In the light of the above jurisprudence, when facts of the instant case are perused, in the counter filed by the 2nd respondent, it has been specifically admitted and mentioned that in the above 11 cases which were taken for consideration, the detenue was granted bail in almost all the cases. However, when we perused the detention order and grounds of the detention, there was no reference about granting of conditional bails in the concerned crimes. Thus, it is obvious that the Sponsoring Authority has not placed the relevant material i.e., bail applications and bail orders before the Detaining Authority and there was no effective consideration of this fact. Further, along with the counter the 2nd respondent enclosed the material papers from page 58 to 174 which were said to be furnished to the detenue after detention. However, these material papers do not contain the bail orders.
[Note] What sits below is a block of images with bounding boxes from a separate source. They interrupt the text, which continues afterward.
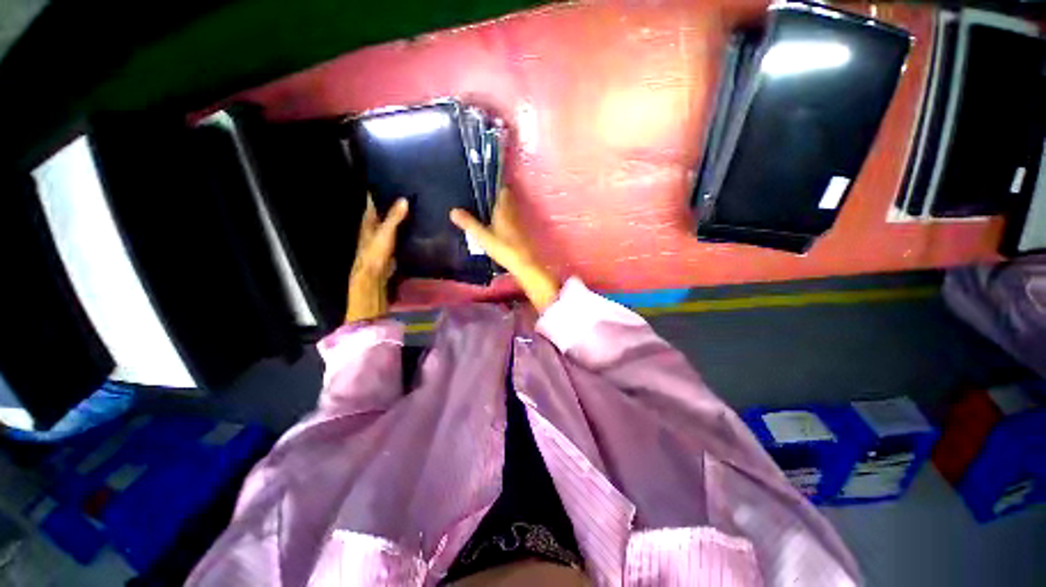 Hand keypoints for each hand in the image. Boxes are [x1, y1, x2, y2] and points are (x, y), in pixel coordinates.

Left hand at [345, 196, 408, 323]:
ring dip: (399, 216)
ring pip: (391, 222)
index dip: (379, 192)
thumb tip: (404, 199)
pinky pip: (398, 233)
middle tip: (407, 192)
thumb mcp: (386, 232)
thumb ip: (394, 217)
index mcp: (369, 221)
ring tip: (414, 206)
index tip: (390, 181)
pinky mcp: (390, 246)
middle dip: (392, 203)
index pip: (373, 202)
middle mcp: (374, 227)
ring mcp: (382, 237)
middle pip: (382, 211)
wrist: (375, 275)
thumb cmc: (375, 252)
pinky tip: (414, 226)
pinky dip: (404, 228)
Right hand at [450, 188, 559, 312]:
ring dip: (501, 208)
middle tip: (482, 197)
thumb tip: (453, 211)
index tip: (484, 184)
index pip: (503, 190)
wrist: (524, 264)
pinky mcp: (522, 233)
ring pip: (510, 210)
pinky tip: (497, 226)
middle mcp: (514, 213)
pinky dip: (505, 219)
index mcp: (505, 210)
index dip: (496, 186)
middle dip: (497, 197)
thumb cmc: (504, 248)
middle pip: (507, 199)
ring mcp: (519, 223)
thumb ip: (469, 223)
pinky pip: (512, 220)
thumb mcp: (483, 237)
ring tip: (487, 210) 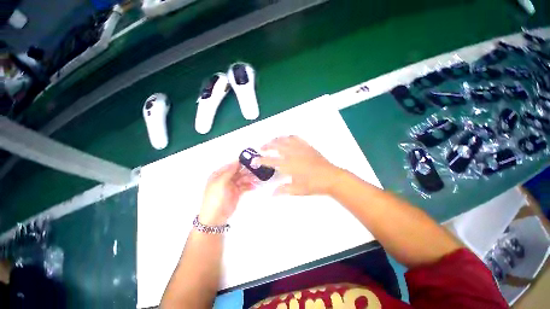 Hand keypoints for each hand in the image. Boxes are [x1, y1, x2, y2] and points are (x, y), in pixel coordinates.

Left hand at [199, 161, 255, 225]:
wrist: (216, 217)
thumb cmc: (216, 197)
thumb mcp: (221, 182)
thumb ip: (229, 171)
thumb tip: (237, 161)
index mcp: (219, 174)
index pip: (231, 166)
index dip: (240, 163)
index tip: (250, 161)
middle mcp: (226, 178)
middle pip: (238, 172)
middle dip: (247, 171)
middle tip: (257, 170)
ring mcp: (232, 185)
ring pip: (243, 179)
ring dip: (250, 178)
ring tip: (257, 179)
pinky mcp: (237, 192)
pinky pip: (244, 186)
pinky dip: (249, 186)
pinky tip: (254, 186)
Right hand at [257, 136, 341, 194]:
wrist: (331, 177)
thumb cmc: (313, 185)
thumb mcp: (297, 190)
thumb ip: (283, 190)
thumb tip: (271, 194)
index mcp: (288, 165)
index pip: (270, 161)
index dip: (260, 160)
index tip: (254, 160)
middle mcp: (292, 153)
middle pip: (276, 145)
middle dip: (266, 145)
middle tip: (261, 148)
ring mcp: (300, 148)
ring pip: (285, 139)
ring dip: (276, 139)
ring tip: (272, 141)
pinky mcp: (307, 146)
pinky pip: (296, 138)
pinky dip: (289, 137)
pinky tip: (287, 139) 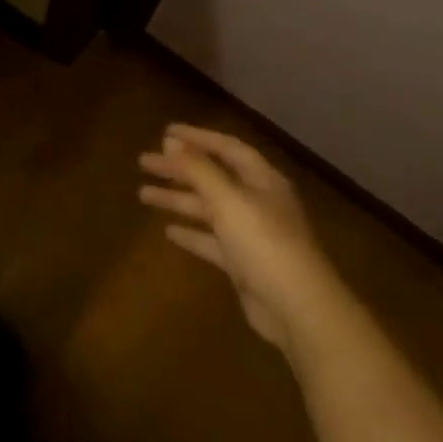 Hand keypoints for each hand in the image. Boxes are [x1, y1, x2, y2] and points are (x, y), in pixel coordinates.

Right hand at [138, 124, 341, 353]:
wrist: (298, 309)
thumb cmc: (264, 243)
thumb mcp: (228, 200)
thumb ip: (198, 169)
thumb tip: (170, 141)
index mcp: (262, 180)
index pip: (227, 148)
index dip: (197, 137)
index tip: (165, 132)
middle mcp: (258, 202)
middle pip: (213, 177)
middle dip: (179, 169)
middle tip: (144, 162)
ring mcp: (251, 234)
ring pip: (208, 208)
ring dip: (178, 199)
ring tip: (143, 194)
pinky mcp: (243, 263)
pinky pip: (211, 240)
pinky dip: (190, 233)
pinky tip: (168, 231) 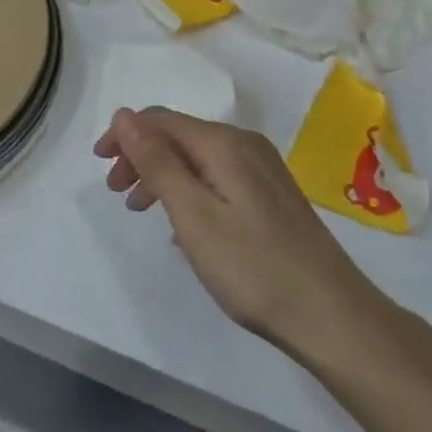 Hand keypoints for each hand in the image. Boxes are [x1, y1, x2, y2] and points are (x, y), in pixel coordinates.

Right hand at [94, 107, 381, 349]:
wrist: (332, 316)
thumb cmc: (253, 267)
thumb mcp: (193, 214)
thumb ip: (157, 162)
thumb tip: (124, 115)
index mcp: (224, 144)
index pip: (160, 120)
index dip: (124, 135)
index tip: (98, 165)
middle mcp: (245, 145)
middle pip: (179, 135)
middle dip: (140, 156)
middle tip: (117, 193)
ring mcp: (263, 170)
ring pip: (197, 158)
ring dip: (162, 175)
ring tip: (141, 210)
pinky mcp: (272, 196)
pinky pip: (216, 177)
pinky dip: (188, 190)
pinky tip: (182, 225) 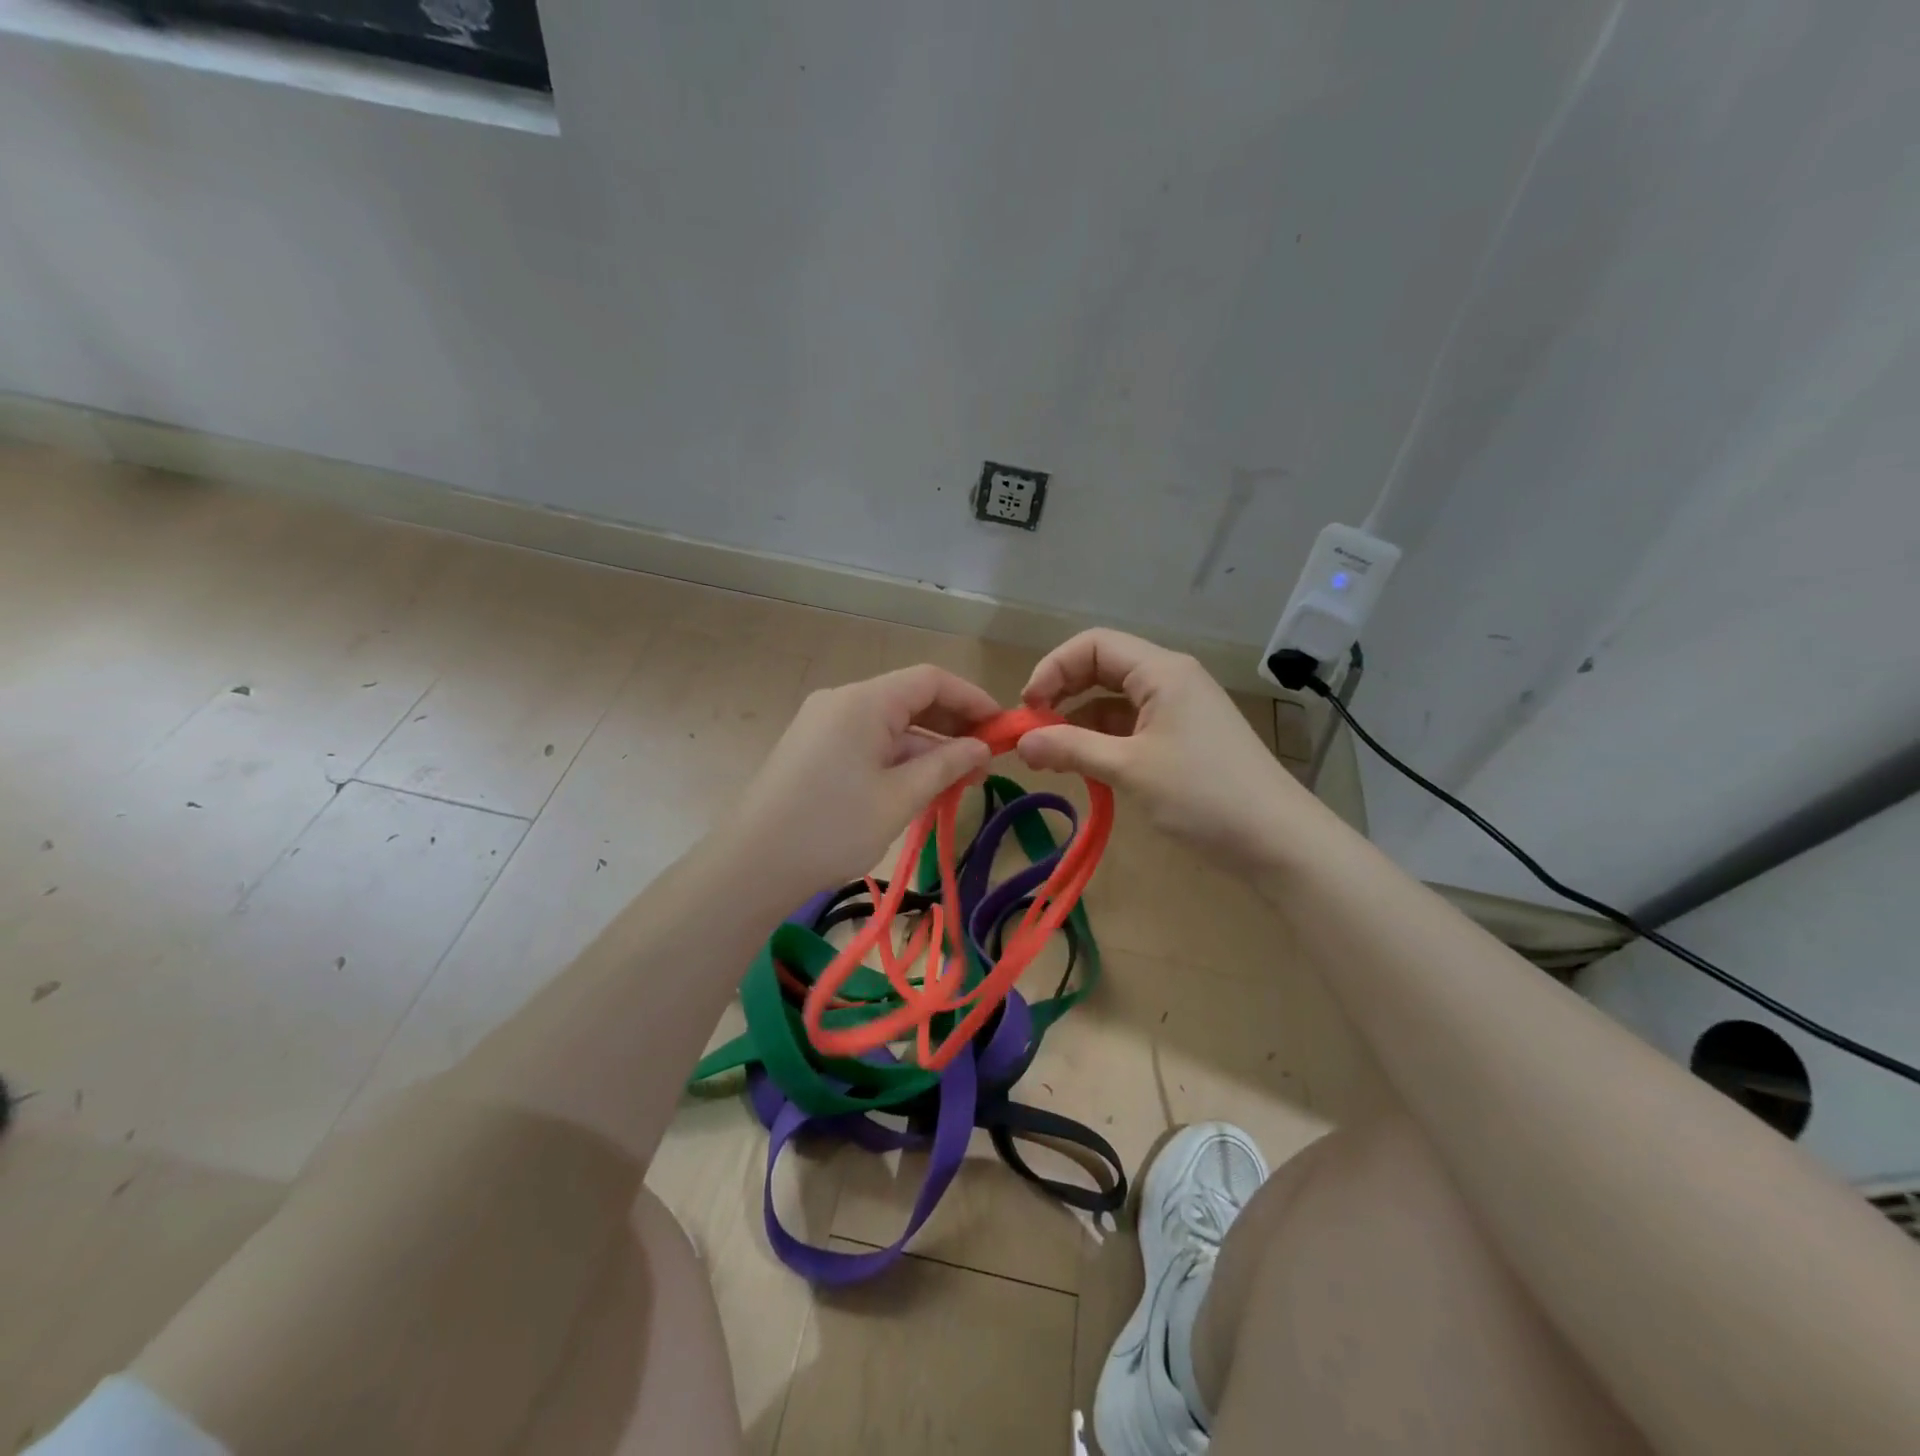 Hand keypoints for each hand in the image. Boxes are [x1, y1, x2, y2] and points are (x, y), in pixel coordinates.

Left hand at [721, 664, 997, 897]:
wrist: (751, 865)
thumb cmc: (832, 828)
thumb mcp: (900, 797)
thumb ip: (946, 765)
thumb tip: (981, 747)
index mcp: (864, 701)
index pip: (930, 680)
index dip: (972, 699)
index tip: (1003, 727)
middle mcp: (842, 701)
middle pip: (909, 698)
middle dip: (951, 724)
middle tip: (986, 759)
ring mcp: (823, 724)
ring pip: (889, 723)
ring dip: (926, 746)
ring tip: (960, 779)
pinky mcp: (813, 749)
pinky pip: (867, 741)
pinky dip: (898, 757)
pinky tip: (920, 785)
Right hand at [1016, 629, 1310, 866]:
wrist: (1278, 841)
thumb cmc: (1203, 795)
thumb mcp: (1129, 769)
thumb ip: (1071, 748)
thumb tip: (1020, 742)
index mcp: (1162, 671)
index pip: (1093, 645)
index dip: (1053, 668)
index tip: (1028, 709)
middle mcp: (1170, 680)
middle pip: (1102, 668)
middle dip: (1062, 694)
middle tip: (1033, 733)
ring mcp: (1179, 709)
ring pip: (1114, 701)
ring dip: (1079, 722)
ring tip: (1051, 757)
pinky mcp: (1183, 738)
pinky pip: (1131, 726)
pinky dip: (1103, 740)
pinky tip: (1085, 767) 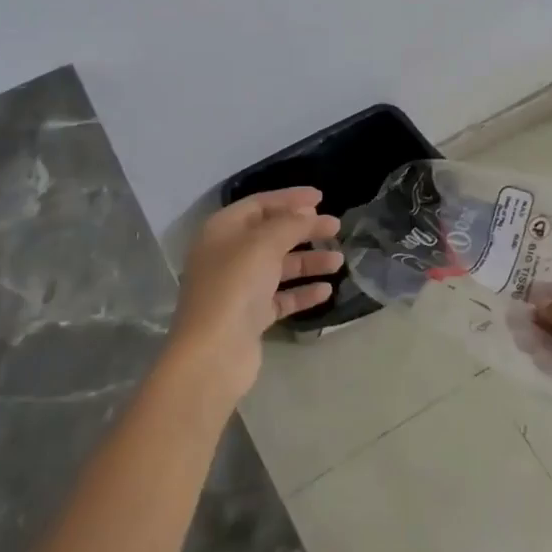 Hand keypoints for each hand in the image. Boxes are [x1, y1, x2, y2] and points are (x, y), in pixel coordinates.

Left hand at [168, 188, 342, 400]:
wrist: (213, 353)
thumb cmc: (234, 287)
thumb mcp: (263, 244)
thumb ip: (289, 224)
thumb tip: (307, 214)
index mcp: (222, 231)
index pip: (259, 204)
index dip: (289, 199)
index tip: (321, 198)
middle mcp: (228, 255)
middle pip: (271, 235)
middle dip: (304, 230)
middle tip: (336, 227)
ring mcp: (238, 288)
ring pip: (279, 267)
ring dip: (308, 261)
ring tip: (339, 260)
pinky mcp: (251, 317)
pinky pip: (281, 297)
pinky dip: (302, 292)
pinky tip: (326, 290) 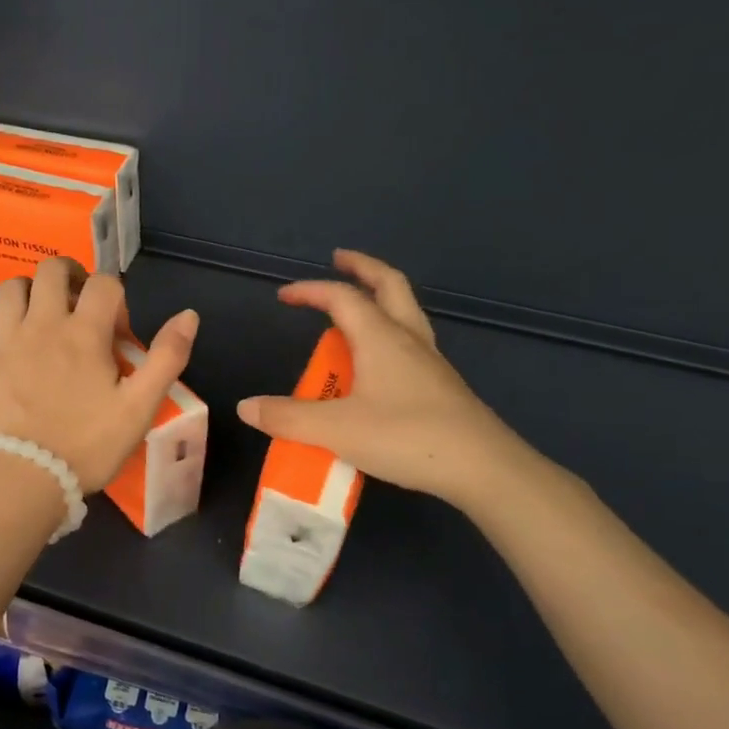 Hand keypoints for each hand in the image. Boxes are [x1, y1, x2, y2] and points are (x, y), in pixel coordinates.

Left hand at [0, 258, 199, 492]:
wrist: (23, 479)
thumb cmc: (86, 445)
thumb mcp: (140, 407)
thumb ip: (167, 358)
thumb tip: (188, 315)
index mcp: (84, 332)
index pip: (104, 283)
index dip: (115, 297)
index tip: (116, 332)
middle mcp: (42, 323)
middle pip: (51, 270)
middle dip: (69, 276)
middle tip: (76, 305)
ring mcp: (3, 340)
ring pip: (9, 290)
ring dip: (26, 295)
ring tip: (37, 319)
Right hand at [235, 250, 531, 506]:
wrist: (482, 468)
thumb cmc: (406, 437)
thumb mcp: (336, 430)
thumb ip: (288, 417)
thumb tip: (246, 407)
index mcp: (381, 337)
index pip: (341, 297)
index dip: (310, 291)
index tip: (284, 296)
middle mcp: (408, 339)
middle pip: (389, 284)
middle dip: (362, 267)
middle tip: (340, 259)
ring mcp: (430, 361)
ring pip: (405, 311)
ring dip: (379, 297)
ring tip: (355, 307)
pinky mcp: (441, 385)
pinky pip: (410, 341)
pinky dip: (389, 332)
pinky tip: (378, 361) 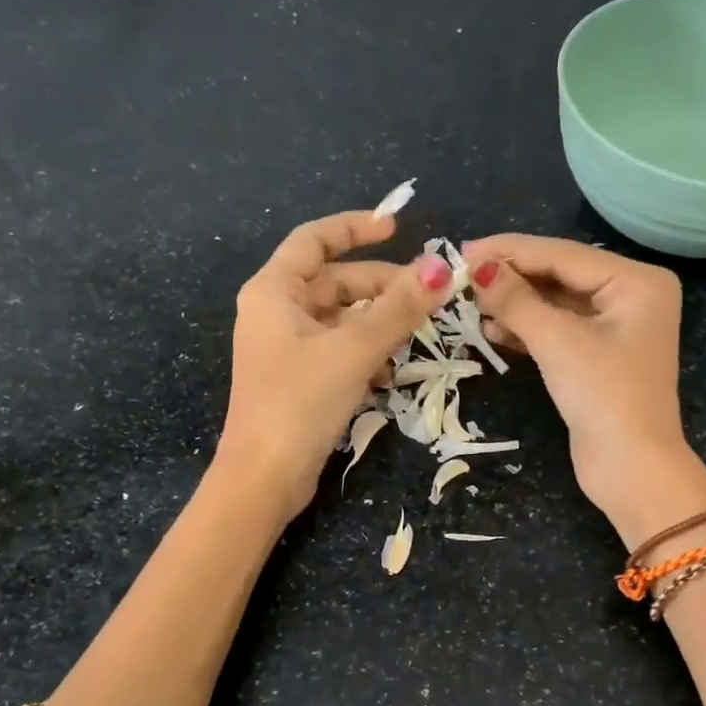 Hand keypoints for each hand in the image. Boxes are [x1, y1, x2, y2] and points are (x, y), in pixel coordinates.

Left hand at [220, 210, 451, 520]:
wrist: (264, 477)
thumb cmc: (300, 402)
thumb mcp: (354, 349)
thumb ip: (398, 308)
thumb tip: (441, 267)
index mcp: (274, 290)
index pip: (315, 239)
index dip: (355, 228)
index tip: (397, 228)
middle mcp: (275, 312)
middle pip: (335, 282)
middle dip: (381, 287)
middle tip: (427, 299)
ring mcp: (286, 349)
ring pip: (341, 320)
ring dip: (378, 325)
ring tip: (415, 338)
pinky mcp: (298, 380)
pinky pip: (338, 351)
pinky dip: (365, 354)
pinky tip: (391, 373)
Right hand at [461, 234, 705, 541]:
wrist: (631, 469)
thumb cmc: (604, 397)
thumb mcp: (558, 342)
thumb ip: (516, 300)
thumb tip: (475, 266)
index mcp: (637, 281)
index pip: (563, 255)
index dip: (510, 251)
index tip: (462, 249)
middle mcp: (631, 297)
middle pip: (560, 275)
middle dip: (512, 277)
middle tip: (461, 273)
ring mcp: (615, 328)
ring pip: (555, 304)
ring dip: (515, 304)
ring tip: (470, 302)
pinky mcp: (597, 357)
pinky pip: (557, 330)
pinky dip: (526, 329)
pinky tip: (492, 329) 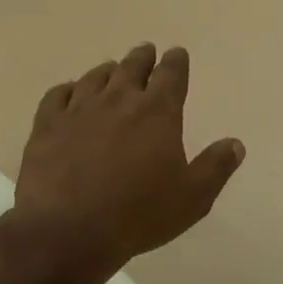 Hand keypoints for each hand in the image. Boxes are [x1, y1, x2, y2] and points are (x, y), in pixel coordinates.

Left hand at [14, 44, 243, 268]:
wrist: (67, 231)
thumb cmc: (138, 214)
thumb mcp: (192, 198)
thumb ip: (216, 167)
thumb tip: (235, 144)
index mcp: (158, 112)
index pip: (171, 74)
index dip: (176, 61)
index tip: (177, 54)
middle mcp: (119, 100)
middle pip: (132, 67)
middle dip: (143, 58)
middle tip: (146, 52)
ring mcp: (79, 110)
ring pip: (95, 77)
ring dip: (107, 70)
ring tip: (111, 69)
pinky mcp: (46, 126)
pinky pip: (57, 96)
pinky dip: (67, 89)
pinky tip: (69, 92) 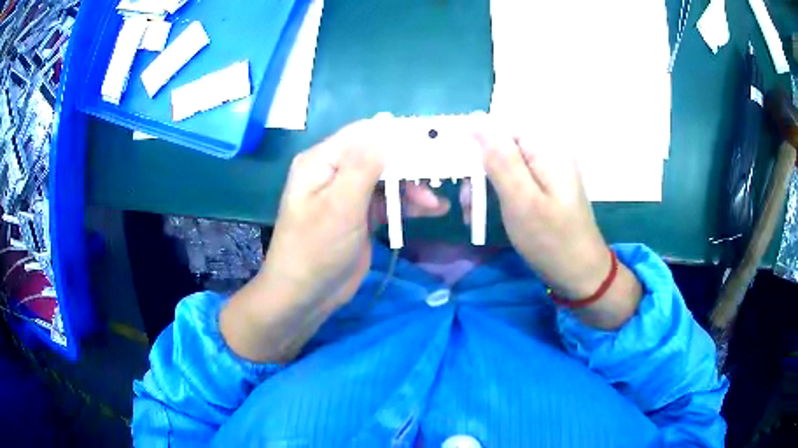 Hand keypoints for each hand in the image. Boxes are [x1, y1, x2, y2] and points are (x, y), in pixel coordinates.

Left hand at [220, 118, 448, 361]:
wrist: (306, 296)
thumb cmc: (316, 248)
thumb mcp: (340, 205)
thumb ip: (363, 165)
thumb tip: (386, 129)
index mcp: (322, 161)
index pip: (363, 134)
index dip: (396, 134)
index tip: (430, 141)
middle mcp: (335, 172)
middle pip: (379, 156)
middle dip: (409, 165)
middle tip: (438, 176)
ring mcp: (349, 195)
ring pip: (387, 179)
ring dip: (412, 187)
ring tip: (435, 203)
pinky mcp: (361, 216)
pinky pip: (389, 202)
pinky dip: (409, 204)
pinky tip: (432, 209)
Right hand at [476, 120, 640, 328]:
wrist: (580, 274)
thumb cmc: (551, 240)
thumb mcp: (521, 200)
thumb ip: (500, 159)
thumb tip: (477, 120)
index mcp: (546, 148)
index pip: (501, 127)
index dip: (476, 143)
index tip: (461, 172)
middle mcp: (549, 151)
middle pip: (503, 145)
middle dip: (479, 169)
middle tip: (467, 202)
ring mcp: (548, 169)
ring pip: (505, 163)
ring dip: (485, 184)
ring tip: (472, 213)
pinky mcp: (546, 186)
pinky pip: (515, 178)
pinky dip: (498, 192)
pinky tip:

Thus, in essence, the conditional bail orders were neither considered nor furnished to the detenue, meaning thereby, the detention became illegal and unsustainable. On this ground alone, the detention order is liable to be set aside. 11. Accordingly, the Writ Petition is allowed and the detention order in REV-CSECOPDL(PRC)/1/2022-D.TH(C7) dated 01.04.2022 passed by 2nd respondent-District Collector & District Magistrate, Chittoor is hereby set aside and the detenue namely Kalluri Sandeep Kumar, s/o. Appa Rao is directed to be released forthwith by the respondents if the detenue is not required in any other cases. No costs. As a sequel, interlocutory applications pending, if any, shall stand closed.